**Your assignment**
Scan the listing below for the word "image" and copy every line that has it.

**Data provided**
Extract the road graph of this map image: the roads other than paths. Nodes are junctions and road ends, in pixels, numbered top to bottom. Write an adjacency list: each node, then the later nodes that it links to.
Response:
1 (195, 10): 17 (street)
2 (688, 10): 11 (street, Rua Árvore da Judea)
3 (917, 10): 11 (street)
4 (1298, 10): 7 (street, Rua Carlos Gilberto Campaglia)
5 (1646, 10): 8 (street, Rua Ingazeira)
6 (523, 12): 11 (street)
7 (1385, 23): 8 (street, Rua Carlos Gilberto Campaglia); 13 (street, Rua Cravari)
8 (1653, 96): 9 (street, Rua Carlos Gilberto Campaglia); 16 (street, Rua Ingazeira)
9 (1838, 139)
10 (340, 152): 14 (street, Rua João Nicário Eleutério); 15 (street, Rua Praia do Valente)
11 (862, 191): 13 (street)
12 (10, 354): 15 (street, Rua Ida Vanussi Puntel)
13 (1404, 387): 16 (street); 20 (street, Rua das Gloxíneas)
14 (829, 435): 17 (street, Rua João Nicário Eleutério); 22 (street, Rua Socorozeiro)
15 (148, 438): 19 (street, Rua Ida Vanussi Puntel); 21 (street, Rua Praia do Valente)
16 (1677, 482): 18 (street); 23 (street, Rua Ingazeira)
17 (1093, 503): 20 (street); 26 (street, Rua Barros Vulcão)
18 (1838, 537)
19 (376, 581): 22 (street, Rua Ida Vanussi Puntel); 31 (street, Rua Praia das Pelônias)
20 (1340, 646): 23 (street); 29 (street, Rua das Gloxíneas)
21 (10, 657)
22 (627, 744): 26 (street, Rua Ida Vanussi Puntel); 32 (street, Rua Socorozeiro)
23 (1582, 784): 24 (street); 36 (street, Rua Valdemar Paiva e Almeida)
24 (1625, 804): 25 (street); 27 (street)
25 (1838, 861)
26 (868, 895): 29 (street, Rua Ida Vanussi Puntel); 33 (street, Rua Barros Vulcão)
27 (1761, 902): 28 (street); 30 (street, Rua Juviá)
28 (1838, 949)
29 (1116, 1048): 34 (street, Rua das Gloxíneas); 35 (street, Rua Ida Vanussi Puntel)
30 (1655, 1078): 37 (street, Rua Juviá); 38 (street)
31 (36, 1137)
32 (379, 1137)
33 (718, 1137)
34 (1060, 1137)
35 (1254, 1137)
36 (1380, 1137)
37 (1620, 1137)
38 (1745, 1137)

---

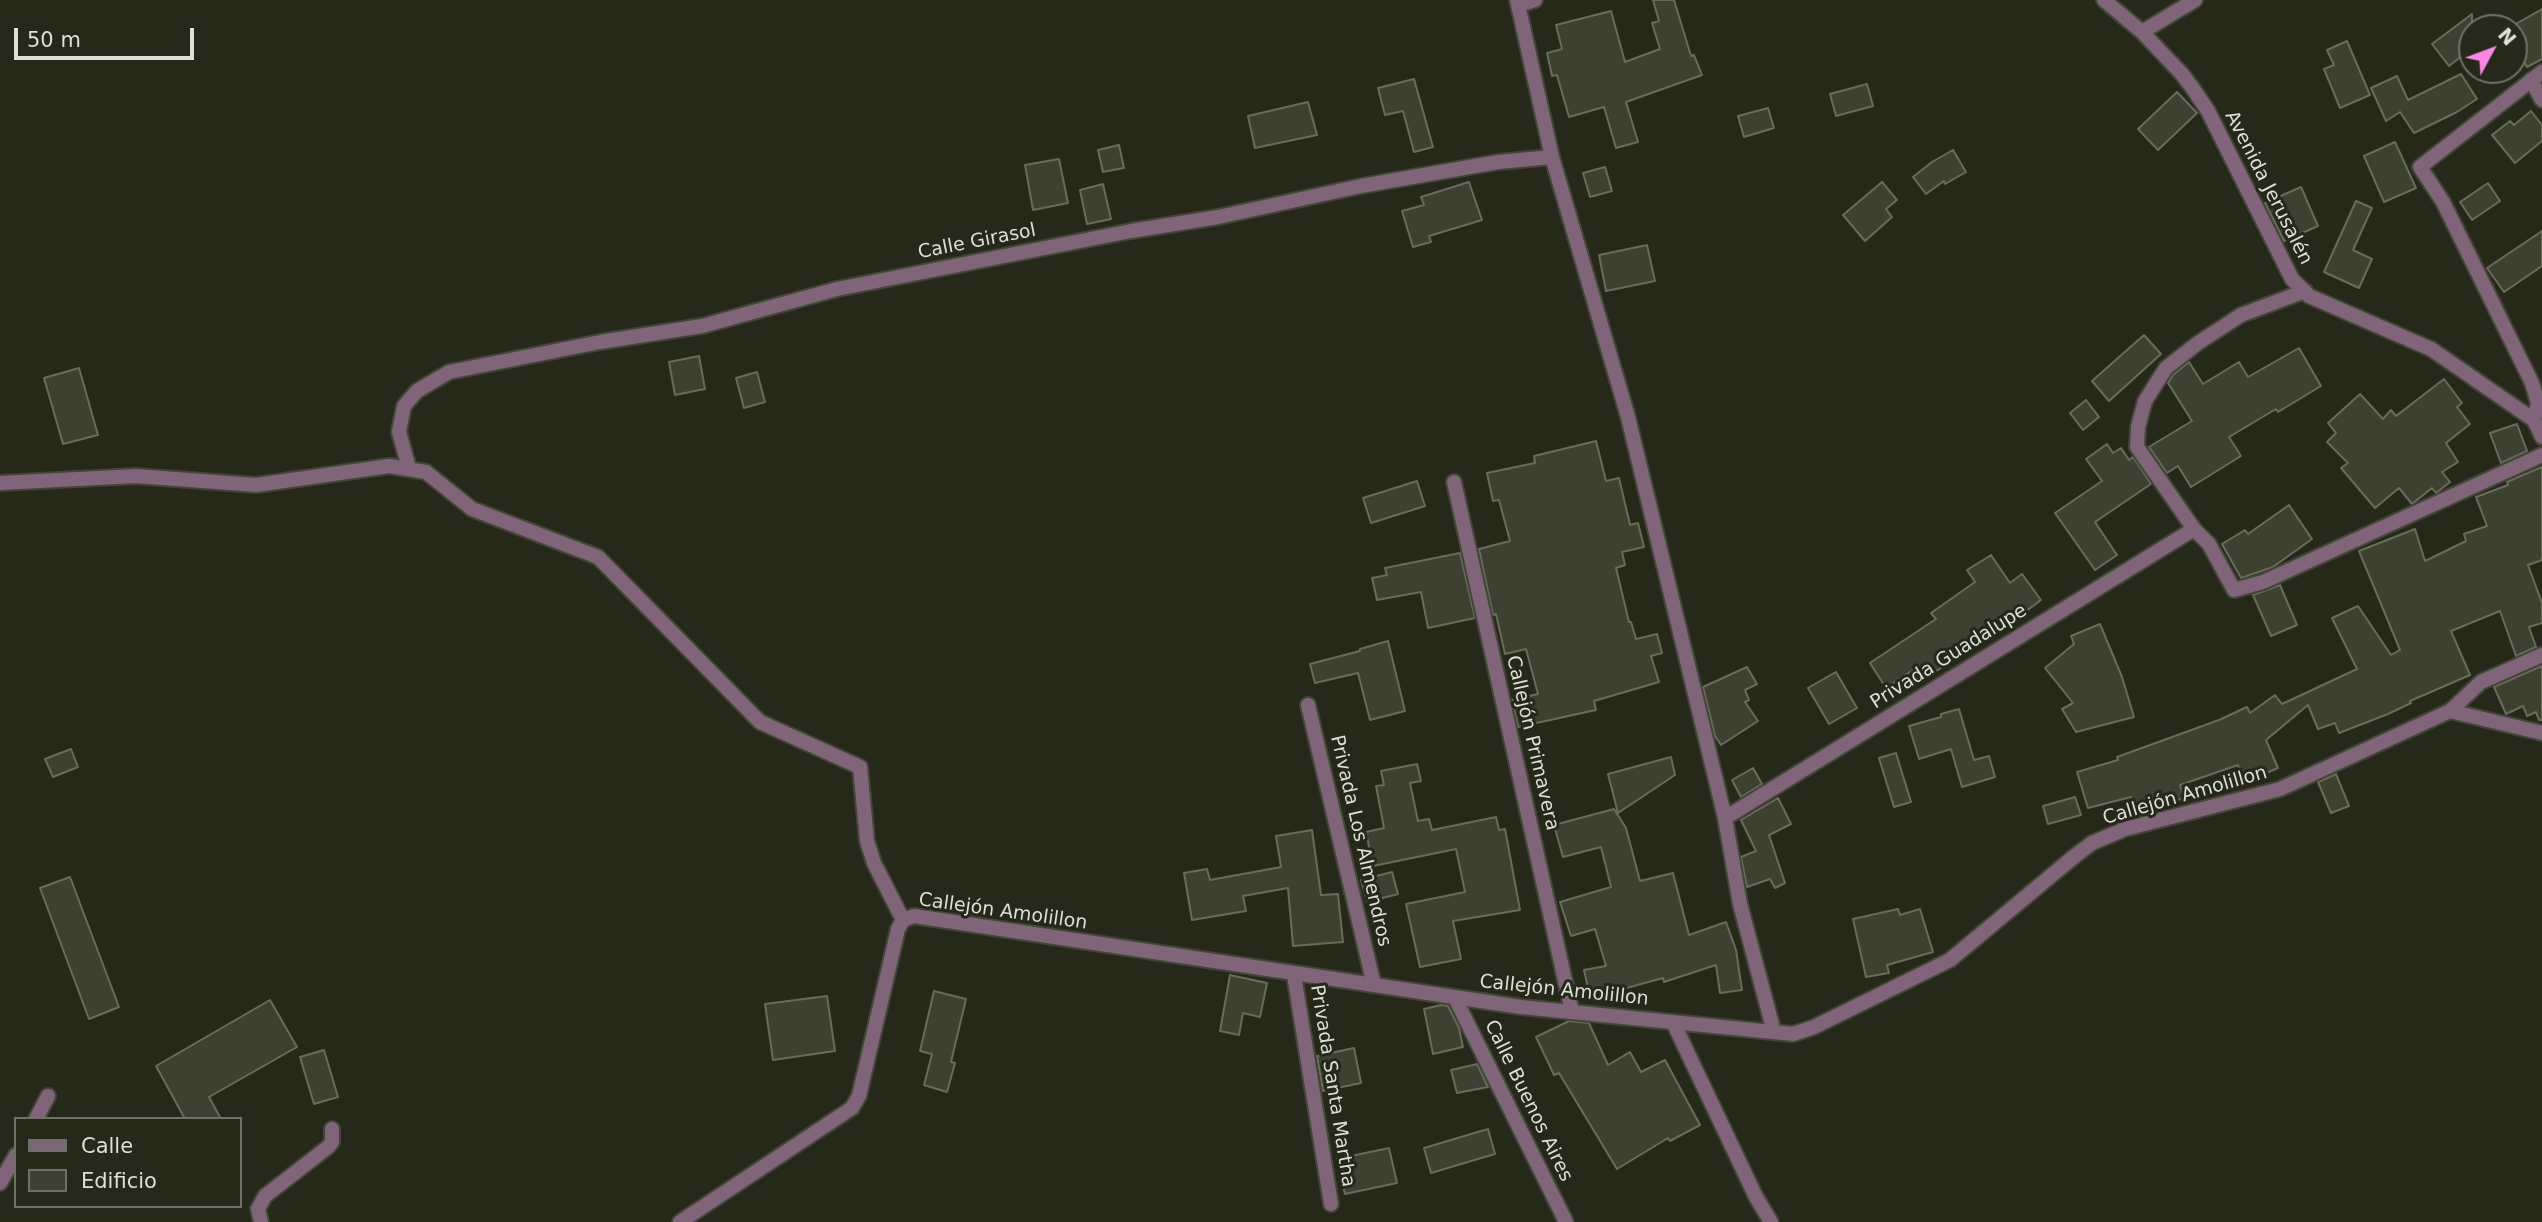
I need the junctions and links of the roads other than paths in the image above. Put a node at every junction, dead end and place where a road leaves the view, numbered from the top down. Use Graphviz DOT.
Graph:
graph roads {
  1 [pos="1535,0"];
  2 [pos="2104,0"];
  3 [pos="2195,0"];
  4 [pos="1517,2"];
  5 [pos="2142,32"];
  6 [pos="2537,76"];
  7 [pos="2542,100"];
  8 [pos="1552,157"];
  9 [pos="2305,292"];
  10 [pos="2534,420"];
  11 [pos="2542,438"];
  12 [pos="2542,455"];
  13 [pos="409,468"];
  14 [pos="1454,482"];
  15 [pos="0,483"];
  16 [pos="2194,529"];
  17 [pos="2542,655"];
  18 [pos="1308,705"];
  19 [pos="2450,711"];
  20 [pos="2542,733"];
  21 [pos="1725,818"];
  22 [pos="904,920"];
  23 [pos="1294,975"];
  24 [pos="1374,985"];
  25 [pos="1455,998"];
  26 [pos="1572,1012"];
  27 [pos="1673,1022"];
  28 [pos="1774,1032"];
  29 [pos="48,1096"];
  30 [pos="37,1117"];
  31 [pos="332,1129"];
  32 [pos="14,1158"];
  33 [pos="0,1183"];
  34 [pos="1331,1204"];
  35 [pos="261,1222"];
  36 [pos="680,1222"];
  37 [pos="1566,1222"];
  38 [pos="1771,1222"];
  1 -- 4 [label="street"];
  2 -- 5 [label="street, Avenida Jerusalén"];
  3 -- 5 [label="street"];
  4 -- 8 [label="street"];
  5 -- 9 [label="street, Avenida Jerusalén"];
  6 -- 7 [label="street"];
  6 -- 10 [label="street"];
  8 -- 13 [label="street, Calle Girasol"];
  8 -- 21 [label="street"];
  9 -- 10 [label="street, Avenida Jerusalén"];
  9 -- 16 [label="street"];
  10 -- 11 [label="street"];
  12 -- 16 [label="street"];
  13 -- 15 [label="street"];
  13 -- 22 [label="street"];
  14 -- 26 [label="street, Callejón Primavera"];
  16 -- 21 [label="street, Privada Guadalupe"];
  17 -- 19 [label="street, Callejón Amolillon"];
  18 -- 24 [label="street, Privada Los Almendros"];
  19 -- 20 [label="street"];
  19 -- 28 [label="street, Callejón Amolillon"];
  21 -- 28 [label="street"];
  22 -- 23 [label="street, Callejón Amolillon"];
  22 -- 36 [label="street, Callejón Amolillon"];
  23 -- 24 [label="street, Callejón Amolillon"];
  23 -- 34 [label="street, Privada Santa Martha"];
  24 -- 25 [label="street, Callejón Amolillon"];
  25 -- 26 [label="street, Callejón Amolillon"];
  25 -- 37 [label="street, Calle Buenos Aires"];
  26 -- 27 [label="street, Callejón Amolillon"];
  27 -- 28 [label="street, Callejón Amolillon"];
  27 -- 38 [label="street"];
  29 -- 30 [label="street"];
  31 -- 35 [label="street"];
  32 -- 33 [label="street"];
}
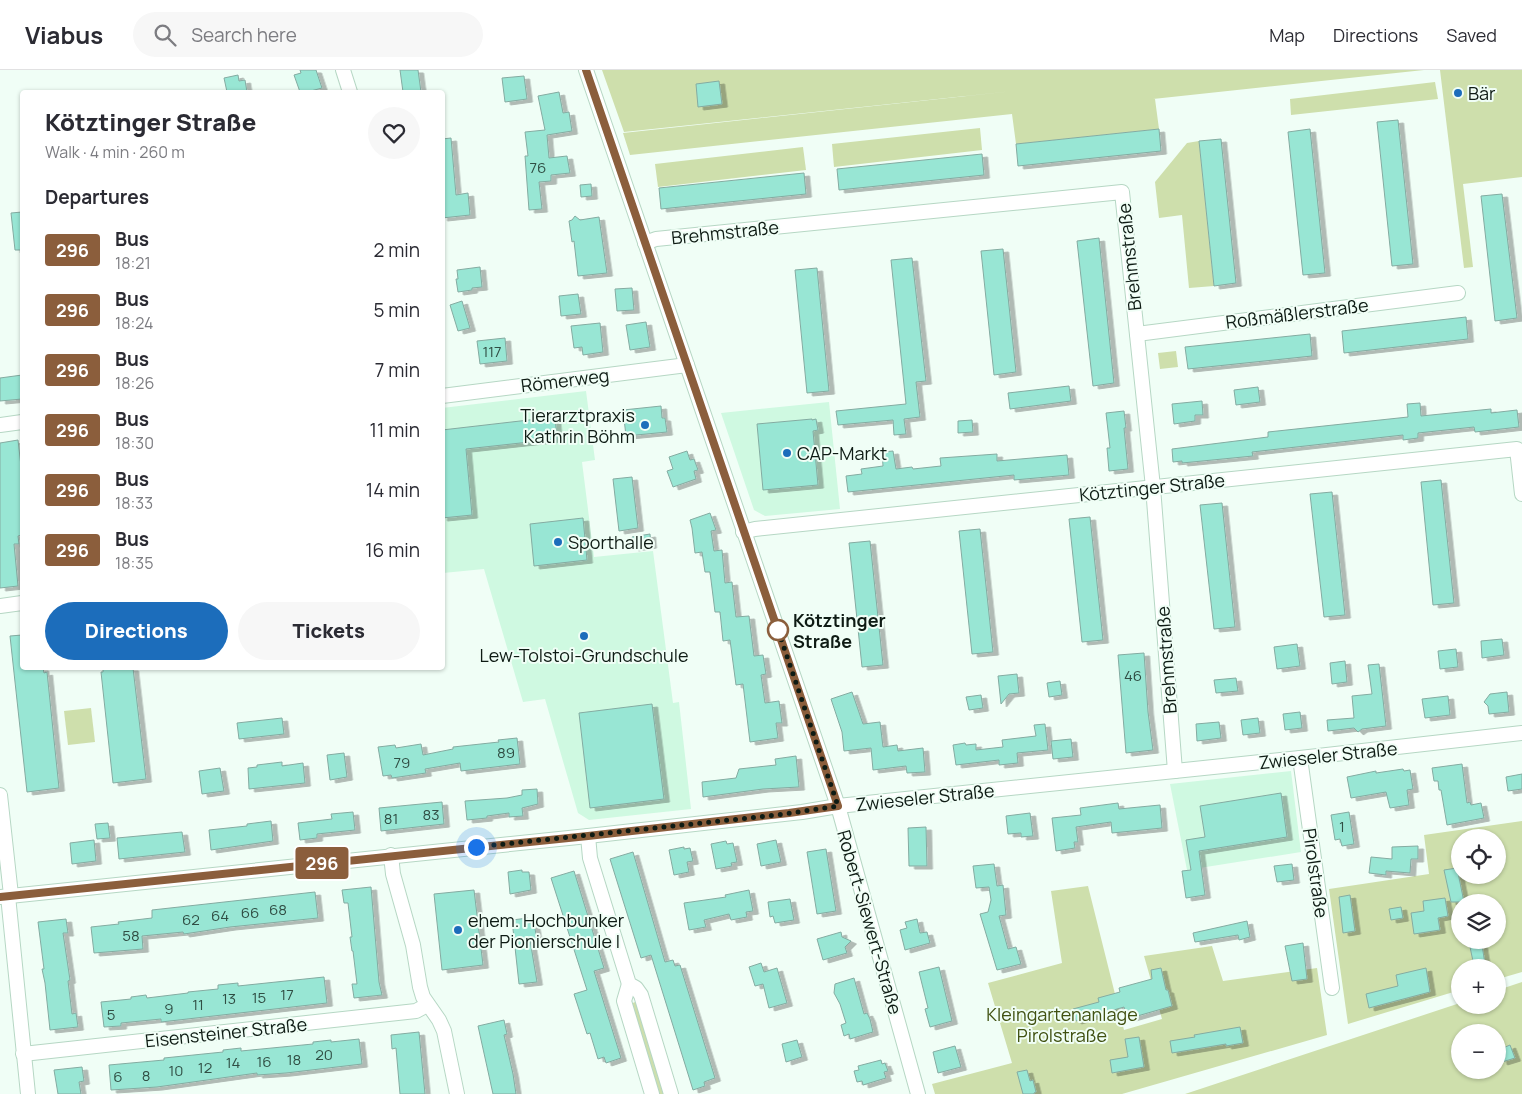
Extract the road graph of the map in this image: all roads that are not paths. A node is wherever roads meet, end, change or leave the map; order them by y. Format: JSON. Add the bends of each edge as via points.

**Answer box**
Extract the road graph of this map image: the roads other than paths. Nodes are junctions and road ends, in pixels, numbered top to bottom. Write an adjacency list: each node, then the later nodes that it links to.
I need the junctions and links of the roads other than paths in the image above. Put a node at every junction, dead end and place where a road leaves the view, numbered from the top down. Use Graphviz DOT.
Extract the road graph of the map in this image: all roads that are not paths. A node is wherever roads meet, end, change or leave the map; order them by y. Format: JSON. Add the bends of each edge as via points.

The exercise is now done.